==== Information given ====
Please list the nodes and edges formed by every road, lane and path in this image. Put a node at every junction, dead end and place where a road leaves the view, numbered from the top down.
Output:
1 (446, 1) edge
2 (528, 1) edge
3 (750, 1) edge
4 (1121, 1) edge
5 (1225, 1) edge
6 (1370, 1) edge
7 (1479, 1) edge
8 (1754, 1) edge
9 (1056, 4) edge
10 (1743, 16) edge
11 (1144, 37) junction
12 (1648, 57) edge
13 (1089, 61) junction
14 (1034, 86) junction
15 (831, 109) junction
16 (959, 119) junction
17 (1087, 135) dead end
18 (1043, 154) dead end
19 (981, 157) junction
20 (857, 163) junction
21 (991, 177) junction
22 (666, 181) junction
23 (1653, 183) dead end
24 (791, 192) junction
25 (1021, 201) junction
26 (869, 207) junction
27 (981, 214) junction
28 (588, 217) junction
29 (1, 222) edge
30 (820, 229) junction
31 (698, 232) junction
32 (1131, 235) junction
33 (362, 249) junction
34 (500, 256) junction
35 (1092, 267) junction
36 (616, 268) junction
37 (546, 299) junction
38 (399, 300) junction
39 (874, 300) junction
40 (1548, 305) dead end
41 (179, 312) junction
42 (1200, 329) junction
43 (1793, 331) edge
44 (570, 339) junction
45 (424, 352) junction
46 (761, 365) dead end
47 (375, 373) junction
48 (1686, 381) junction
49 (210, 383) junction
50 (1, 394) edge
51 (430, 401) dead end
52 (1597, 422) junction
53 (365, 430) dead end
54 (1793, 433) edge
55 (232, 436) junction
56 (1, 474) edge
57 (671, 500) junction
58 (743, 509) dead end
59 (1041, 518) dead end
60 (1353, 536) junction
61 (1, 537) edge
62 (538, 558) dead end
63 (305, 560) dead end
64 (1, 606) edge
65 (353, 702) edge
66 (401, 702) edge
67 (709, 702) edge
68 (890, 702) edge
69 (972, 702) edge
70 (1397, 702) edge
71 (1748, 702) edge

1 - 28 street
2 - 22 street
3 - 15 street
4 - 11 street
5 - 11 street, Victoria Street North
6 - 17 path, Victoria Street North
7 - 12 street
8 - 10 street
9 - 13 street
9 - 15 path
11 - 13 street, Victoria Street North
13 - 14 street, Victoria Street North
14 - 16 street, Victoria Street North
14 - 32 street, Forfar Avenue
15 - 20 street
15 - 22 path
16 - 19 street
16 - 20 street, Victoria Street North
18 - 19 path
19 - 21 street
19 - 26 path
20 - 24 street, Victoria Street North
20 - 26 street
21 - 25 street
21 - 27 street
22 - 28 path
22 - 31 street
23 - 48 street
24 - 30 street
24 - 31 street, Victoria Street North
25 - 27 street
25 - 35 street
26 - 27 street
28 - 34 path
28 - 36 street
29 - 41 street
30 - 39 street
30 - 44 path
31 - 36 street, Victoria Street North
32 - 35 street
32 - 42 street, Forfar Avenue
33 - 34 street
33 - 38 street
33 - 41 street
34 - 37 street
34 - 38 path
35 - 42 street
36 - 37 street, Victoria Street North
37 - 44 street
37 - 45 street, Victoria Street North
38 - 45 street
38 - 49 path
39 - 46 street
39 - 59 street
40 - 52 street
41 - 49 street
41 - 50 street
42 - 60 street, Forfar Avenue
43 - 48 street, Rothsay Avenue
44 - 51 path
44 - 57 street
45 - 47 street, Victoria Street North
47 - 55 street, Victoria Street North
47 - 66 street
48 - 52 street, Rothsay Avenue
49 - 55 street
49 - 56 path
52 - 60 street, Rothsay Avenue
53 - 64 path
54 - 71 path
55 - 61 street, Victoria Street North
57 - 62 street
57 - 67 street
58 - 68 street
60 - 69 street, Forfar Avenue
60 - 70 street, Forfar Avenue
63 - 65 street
====
▶ **Problem**
All of the material above should be repeated word for word.

▶ **Result of the exercise**
Please list the nodes and edges formed by every road, lane and path in this image. Put a node at every junction, dead end and place where a road leaves the view, numbered from the top down.
Output:
1 (446, 1) edge
2 (528, 1) edge
3 (750, 1) edge
4 (1121, 1) edge
5 (1225, 1) edge
6 (1370, 1) edge
7 (1479, 1) edge
8 (1754, 1) edge
9 (1056, 4) edge
10 (1743, 16) edge
11 (1144, 37) junction
12 (1648, 57) edge
13 (1089, 61) junction
14 (1034, 86) junction
15 (831, 109) junction
16 (959, 119) junction
17 (1087, 135) dead end
18 (1043, 154) dead end
19 (981, 157) junction
20 (857, 163) junction
21 (991, 177) junction
22 (666, 181) junction
23 (1653, 183) dead end
24 (791, 192) junction
25 (1021, 201) junction
26 (869, 207) junction
27 (981, 214) junction
28 (588, 217) junction
29 (1, 222) edge
30 (820, 229) junction
31 (698, 232) junction
32 (1131, 235) junction
33 (362, 249) junction
34 (500, 256) junction
35 (1092, 267) junction
36 (616, 268) junction
37 (546, 299) junction
38 (399, 300) junction
39 (874, 300) junction
40 (1548, 305) dead end
41 (179, 312) junction
42 (1200, 329) junction
43 (1793, 331) edge
44 (570, 339) junction
45 (424, 352) junction
46 (761, 365) dead end
47 (375, 373) junction
48 (1686, 381) junction
49 (210, 383) junction
50 (1, 394) edge
51 (430, 401) dead end
52 (1597, 422) junction
53 (365, 430) dead end
54 (1793, 433) edge
55 (232, 436) junction
56 (1, 474) edge
57 (671, 500) junction
58 (743, 509) dead end
59 (1041, 518) dead end
60 (1353, 536) junction
61 (1, 537) edge
62 (538, 558) dead end
63 (305, 560) dead end
64 (1, 606) edge
65 (353, 702) edge
66 (401, 702) edge
67 (709, 702) edge
68 (890, 702) edge
69 (972, 702) edge
70 (1397, 702) edge
71 (1748, 702) edge

1 - 28 street
2 - 22 street
3 - 15 street
4 - 11 street
5 - 11 street, Victoria Street North
6 - 17 path, Victoria Street North
7 - 12 street
8 - 10 street
9 - 13 street
9 - 15 path
11 - 13 street, Victoria Street North
13 - 14 street, Victoria Street North
14 - 16 street, Victoria Street North
14 - 32 street, Forfar Avenue
15 - 20 street
15 - 22 path
16 - 19 street
16 - 20 street, Victoria Street North
18 - 19 path
19 - 21 street
19 - 26 path
20 - 24 street, Victoria Street North
20 - 26 street
21 - 25 street
21 - 27 street
22 - 28 path
22 - 31 street
23 - 48 street
24 - 30 street
24 - 31 street, Victoria Street North
25 - 27 street
25 - 35 street
26 - 27 street
28 - 34 path
28 - 36 street
29 - 41 street
30 - 39 street
30 - 44 path
31 - 36 street, Victoria Street North
32 - 35 street
32 - 42 street, Forfar Avenue
33 - 34 street
33 - 38 street
33 - 41 street
34 - 37 street
34 - 38 path
35 - 42 street
36 - 37 street, Victoria Street North
37 - 44 street
37 - 45 street, Victoria Street North
38 - 45 street
38 - 49 path
39 - 46 street
39 - 59 street
40 - 52 street
41 - 49 street
41 - 50 street
42 - 60 street, Forfar Avenue
43 - 48 street, Rothsay Avenue
44 - 51 path
44 - 57 street
45 - 47 street, Victoria Street North
47 - 55 street, Victoria Street North
47 - 66 street
48 - 52 street, Rothsay Avenue
49 - 55 street
49 - 56 path
52 - 60 street, Rothsay Avenue
53 - 64 path
54 - 71 path
55 - 61 street, Victoria Street North
57 - 62 street
57 - 67 street
58 - 68 street
60 - 69 street, Forfar Avenue
60 - 70 street, Forfar Avenue
63 - 65 street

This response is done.